Manager of Collections

A 2019 graduate of University of North Carolina Asheville with a Bachelor of Arts degree in Art History and Classical Civilizations, Cammie holds a Master of Arts degree in Art History from John Cabot University in Rome, Italy. With international experience in archival research and the processing of archaeological materials, Bello is proficient in curation, exhibit design, object installation and deinstallation, and collections moves.

Passionate about classical cultures, Bello brings an interest in art repatriations as a human rights issue to her work at the Museum.

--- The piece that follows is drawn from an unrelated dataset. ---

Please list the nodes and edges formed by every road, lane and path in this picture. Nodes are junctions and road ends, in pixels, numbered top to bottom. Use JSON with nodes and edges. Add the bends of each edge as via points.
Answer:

In 2022, she completed a post-graduate program through the Association for Research into Crimes Against Art in Amelia, Italy, and looks critically at global art theft, forgery, destruction, and protection of cultural heritage through art.

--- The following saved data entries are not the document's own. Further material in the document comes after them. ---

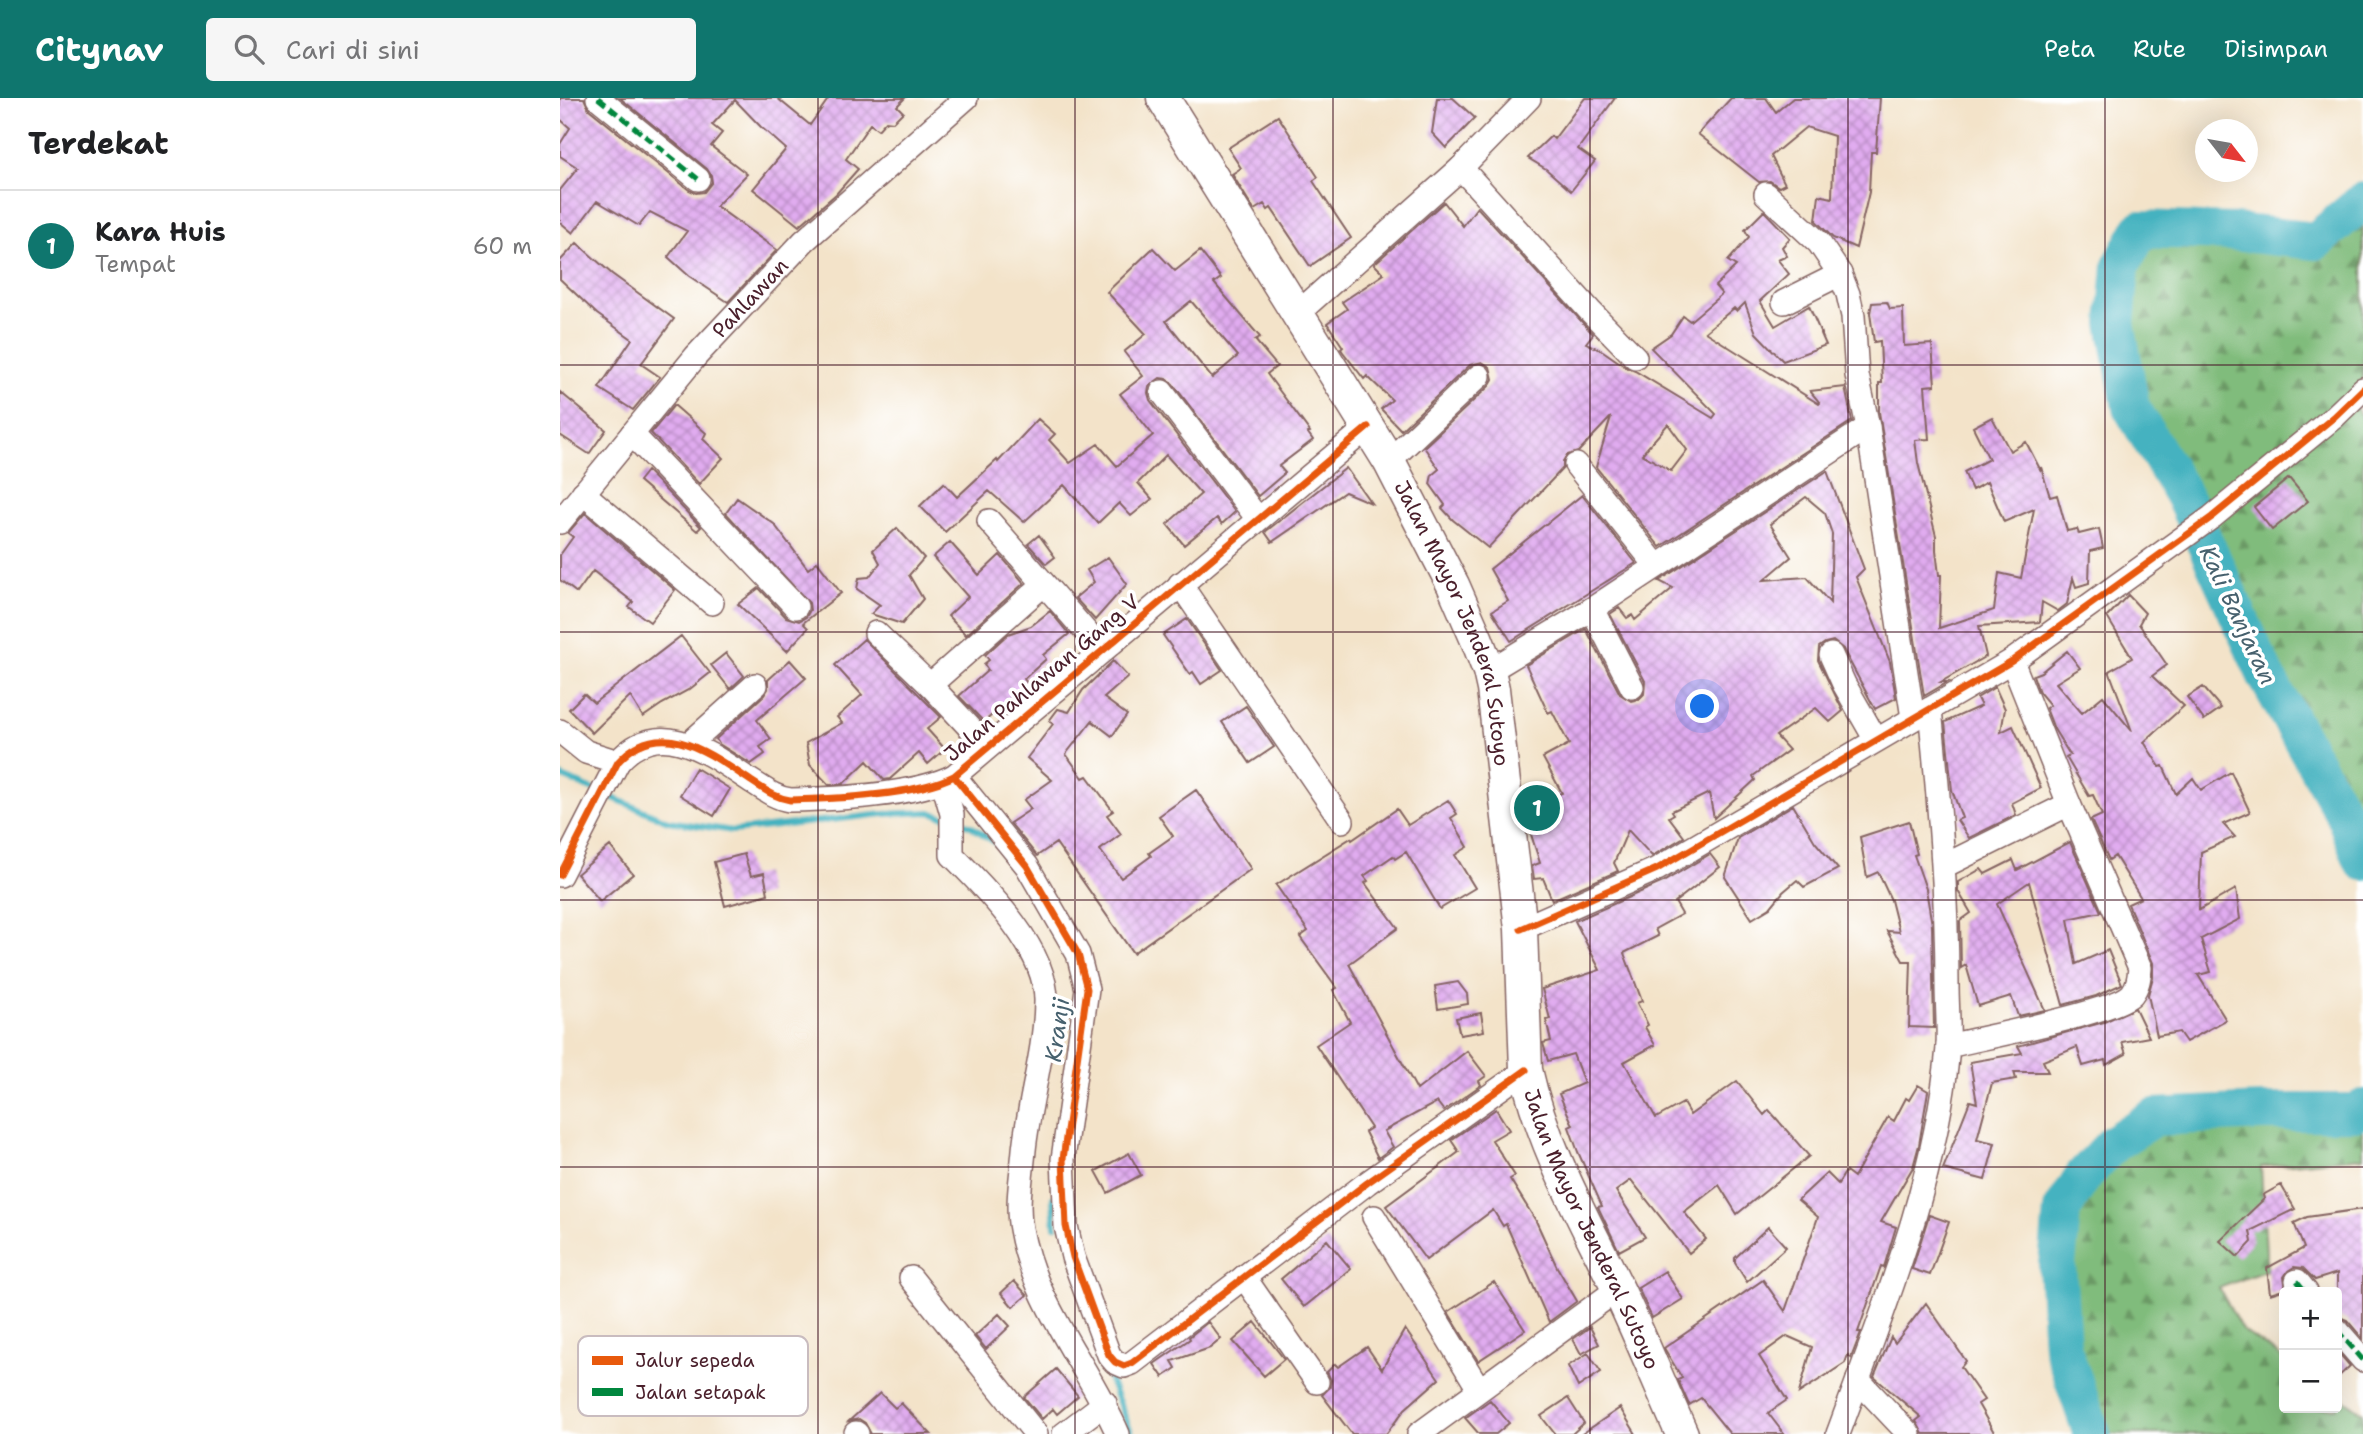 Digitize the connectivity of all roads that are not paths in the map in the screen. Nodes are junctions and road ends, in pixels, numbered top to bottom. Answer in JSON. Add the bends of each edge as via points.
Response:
{"nodes":[{"id":1,"x":598,"y":98,"type":"edge"},
{"id":2,"x":966,"y":98,"type":"edge"},
{"id":3,"x":1163,"y":98,"type":"edge"},
{"id":4,"x":1529,"y":98,"type":"edge"},
{"id":5,"x":1461,"y":168,"type":"junction"},
{"id":6,"x":698,"y":179,"type":"dead end"},
{"id":7,"x":1766,"y":194,"type":"dead end"},
{"id":8,"x":1840,"y":274,"type":"junction"},
{"id":9,"x":1784,"y":302,"type":"dead end"},
{"id":10,"x":1298,"y":313,"type":"junction"},
{"id":11,"x":1635,"y":357,"type":"dead end"},
{"id":12,"x":1479,"y":376,"type":"dead end"},
{"id":13,"x":2363,"y":389,"type":"edge"},
{"id":14,"x":1162,"y":393,"type":"dead end"},
{"id":15,"x":1368,"y":427,"type":"junction"},
{"id":16,"x":1868,"y":427,"type":"junction"},
{"id":17,"x":632,"y":434,"type":"junction"},
{"id":18,"x":1389,"y":461,"type":"junction"},
{"id":19,"x":1576,"y":465,"type":"dead end"},
{"id":20,"x":583,"y":493,"type":"junction"},
{"id":21,"x":1258,"y":519,"type":"junction"},
{"id":22,"x":560,"y":522,"type":"edge"},
{"id":23,"x":989,"y":522,"type":"dead end"},
{"id":24,"x":1656,"y":565,"type":"junction"},
{"id":25,"x":1180,"y":584,"type":"junction"},
{"id":26,"x":1043,"y":585,"type":"junction"},
{"id":27,"x":712,"y":603,"type":"dead end"},
{"id":28,"x":796,"y":607,"type":"dead end"},
{"id":29,"x":1592,"y":609,"type":"junction"},
{"id":30,"x":876,"y":633,"type":"dead end"},
{"id":31,"x":1102,"y":650,"type":"junction"},
{"id":32,"x":1831,"y":655,"type":"dead end"},
{"id":33,"x":2012,"y":661,"type":"junction"},
{"id":34,"x":1489,"y":671,"type":"junction"},
{"id":35,"x":755,"y":685,"type":"dead end"},
{"id":36,"x":930,"y":685,"type":"junction"},
{"id":37,"x":1632,"y":687,"type":"dead end"},
{"id":38,"x":1921,"y":714,"type":"junction"},
{"id":39,"x":560,"y":732,"type":"edge"},
{"id":40,"x":1876,"y":740,"type":"junction"},
{"id":41,"x":689,"y":744,"type":"junction"},
{"id":42,"x":988,"y":746,"type":"junction"},
{"id":43,"x":618,"y":762,"type":"junction"},
{"id":44,"x":948,"y":779,"type":"junction"},
{"id":45,"x":2069,"y":804,"type":"junction"},
{"id":46,"x":1342,"y":821,"type":"dead end"},
{"id":47,"x":1944,"y":866,"type":"junction"},
{"id":48,"x":560,"y":875,"type":"edge"},
{"id":49,"x":1521,"y":929,"type":"junction"},
{"id":50,"x":1948,"y":1046,"type":"junction"},
{"id":51,"x":1526,"y":1070,"type":"junction"},
{"id":52,"x":1374,"y":1217,"type":"dead end"},
{"id":53,"x":911,"y":1278,"type":"dead end"},
{"id":54,"x":1244,"y":1278,"type":"junction"},
{"id":55,"x":1618,"y":1289,"type":"junction"},
{"id":56,"x":2342,"y":1336,"type":"edge"},
{"id":57,"x":2363,"y":1360,"type":"edge"},
{"id":58,"x":1858,"y":1380,"type":"junction"},
{"id":59,"x":1317,"y":1382,"type":"dead end"},
{"id":60,"x":1479,"y":1388,"type":"junction"},
{"id":61,"x":1105,"y":1403,"type":"junction"},
{"id":62,"x":1037,"y":1434,"type":"edge"},
{"id":63,"x":1064,"y":1434,"type":"edge"},
{"id":64,"x":1118,"y":1434,"type":"edge"},
{"id":65,"x":1419,"y":1434,"type":"edge"},
{"id":66,"x":1682,"y":1434,"type":"edge"},
{"id":67,"x":1838,"y":1434,"type":"edge"},
{"id":68,"x":1909,"y":1434,"type":"edge"}],
"edges":[{"from":1,"to":6,"type":"street"},
{"from":2,"to":17,"type":"street","name":"Pahlawan","via":[[804,241],[696,356]]},
{"from":3,"to":10,"type":"main road","name":"Jalan Mayor Jenderal Sutoyo"},
{"from":4,"to":5,"type":"street"},
{"from":5,"to":10,"type":"street"},
{"from":5,"to":11,"type":"street"},
{"from":7,"to":8,"type":"street","via":[[1806,229]]},
{"from":8,"to":9,"type":"street"},
{"from":8,"to":16,"type":"street","via":[[1853,316],[1857,375]]},
{"from":10,"to":15,"type":"main road","name":"Jalan Mayor Jenderal Sutoyo"},
{"from":12,"to":18,"type":"street"},
{"from":13,"to":33,"type":"street","via":[[2212,517]]},
{"from":14,"to":21,"type":"street"},
{"from":15,"to":18,"type":"main road","name":"Jalan Mayor Jenderal Sutoyo"},
{"from":15,"to":21,"type":"street","name":"Jalan Pahlawan Gang V"},
{"from":16,"to":24,"type":"street"},
{"from":16,"to":38,"type":"street"},
{"from":17,"to":20,"type":"street","name":"Pahlawan"},
{"from":17,"to":28,"type":"street"},
{"from":18,"to":34,"type":"main road","name":"Jalan Mayor Jenderal Sutoyo","via":[[1453,585]]},
{"from":19,"to":24,"type":"street"},
{"from":20,"to":22,"type":"street","name":"Pahlawan"},
{"from":20,"to":27,"type":"street"},
{"from":21,"to":25,"type":"street","name":"Jalan Pahlawan Gang V"},
{"from":23,"to":26,"type":"street"},
{"from":24,"to":29,"type":"street"},
{"from":25,"to":31,"type":"street","name":"Jalan Pahlawan Gang V"},
{"from":25,"to":46,"type":"street"},
{"from":26,"to":31,"type":"street"},
{"from":26,"to":36,"type":"street"},
{"from":29,"to":34,"type":"street"},
{"from":29,"to":37,"type":"street"},
{"from":30,"to":36,"type":"street"},
{"from":31,"to":42,"type":"street","name":"Jalan Pahlawan Gang V"},
{"from":32,"to":40,"type":"street"},
{"from":33,"to":38,"type":"street"},
{"from":33,"to":45,"type":"street"},
{"from":34,"to":49,"type":"main road","name":"Jalan Mayor Jenderal Sutoyo"},
{"from":35,"to":41,"type":"street"},
{"from":36,"to":42,"type":"street"},
{"from":38,"to":40,"type":"street"},
{"from":38,"to":47,"type":"street"},
{"from":39,"to":43,"type":"street","via":[[586,752]]},
{"from":40,"to":49,"type":"street","via":[[1657,869]]},
{"from":41,"to":43,"type":"street","name":"Jalan Pahlawan Gang V","via":[[659,739],[641,742]]},
{"from":41,"to":44,"type":"street","name":"Jalan Pahlawan Gang V","via":[[782,799],[912,790]]},
{"from":42,"to":44,"type":"street","name":"Jalan Pahlawan Gang V"},
{"from":43,"to":48,"type":"street","name":"Jalan Pahlawan Gang V"},
{"from":44,"to":54,"type":"street","via":[[1027,866],[1078,954],[1087,989],[1063,1159],[1066,1226],[1109,1355],[1124,1366],[1132,1363]]},
{"from":44,"to":61,"type":"street","via":[[952,855],[1017,927],[1040,971],[1047,1002],[1027,1125],[1021,1228],[1038,1287]]},
{"from":45,"to":47,"type":"street"},
{"from":45,"to":50,"type":"street","via":[[2140,968],[2139,981],[2121,1002]]},
{"from":47,"to":50,"type":"street"},
{"from":49,"to":51,"type":"main road","name":"Jalan Mayor Jenderal Sutoyo"},
{"from":50,"to":58,"type":"street","via":[[1930,1158],[1915,1217]]},
{"from":51,"to":54,"type":"street"},
{"from":51,"to":55,"type":"main road","name":"Jalan Mayor Jenderal Sutoyo","via":[[1541,1126]]},
{"from":52,"to":60,"type":"street"},
{"from":53,"to":62,"type":"street"},
{"from":54,"to":59,"type":"street"},
{"from":55,"to":60,"type":"street"},
{"from":55,"to":66,"type":"main road","name":"Jalan Mayor Jenderal Sutoyo"},
{"from":56,"to":57,"type":"street"},
{"from":58,"to":67,"type":"street"},
{"from":58,"to":68,"type":"street"},
{"from":60,"to":65,"type":"street"},
{"from":61,"to":63,"type":"street"},
{"from":61,"to":64,"type":"street"}]}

She plans to make access to Museum collections a high priority for enrolled tribal citizens and researchers, reconnect Museum collections and archives with living makers, and show artists that their objects are well-cared for and accessible.

Operations

Michael Slee

(Eastern Band of Cherokee Indians)

Director of Operations

Michael Slee arrived at the Museum in 2021 following a decade at Eastern Band of Cherokee Indians Transit. He is a graduate of Western Carolina University and holds a Bachelor of Science degree in Business Administration and Law. Michael is a member of the Longhair Clan and a member of both Raven Rock Stomp Grounds and the Walelu Indian Ball Team. He resides in the Birdtown community of Cherokee with his wife and three children.

Alex Lane

(Eastern Band of Cherokee Indians)

Manager of Visitor Services

A graduate of Swain High School who grew up in Bryson City, North Carolina, Alex Lane earned degrees in fashion merchandising and consumer journalism from the University of Georgia. While living in Los Angeles, she earned a Professional Designation Associate of Arts degree in Beauty Marketing and Product Development, going on to manage large teams in the fast-paced environment of Ulta Beauty stores in Chicago and Asheville. Alex and her husband moved home to North Carolina to raise their first child. Drawn to the opportunity to serve her tribe and community, Alex joined the Museum team in 2022.

Anna Chandler

Manager of External Affairs & Communications

Anna Chandler joined the MotCP staff in 2021. Raised in Greenville, South Carolina, she holds a Bachelor of Fine Arts degree in Illustration and Writing. After six years of working as a community journalist, editor, and freelance writer in Savannah, Georgia and interviewing organizers and creatives about the transformative power of art in communities, her career path turned toward managing communications for arts organizations and museums. Anna currently lives in Asheville and is pursuing a master’s degree in Museum Studies through Johns Hopkins University. She currently serves on the North Carolina Museums Council board.

Tyra Maney

(Eastern Band of Cherokee Indians, Diné)

Designer

Tyra Maney is 25 years old and an enrolled citizen of the Eastern Band of Cherokee Indians with Diné heritage on her maternal side. She is from the Yellowhill Community of the Qualla Boundary. A senior at Kennesaw State University majoring in Graphic Communication Design, Tyra developed an interest in art by watching her mom—her biggest influence—attend art school when Tyra was a child. Tyra’s main art form is digital illustration with a focus on Cherokee and Southeastern culture. Working at the Museum of the Cherokee People helped her learn more about Cherokee culture and history. She was a co-creator and designer for ᏗᎵᎬᏚᎶ Many Faces: A Cherokee Mask Exhibit and the designer for A Living Language: Cherokee Syllabary and Contemporary Art and Disruption.

Finance

Eden Brown

(Eastern Band of Cherokee Indians)

Director of Finance

 

Eden Brown is a seasoned finance professional with a passion for serving her community. A graduate of Western Carolina University, she holds a Master of Business Administration from the University of Tennessee and sits on the EBCI Pageant Board. Brown enjoys using her accounting and finance skills to support her tribal museum while learning more about Cherokee culture and history.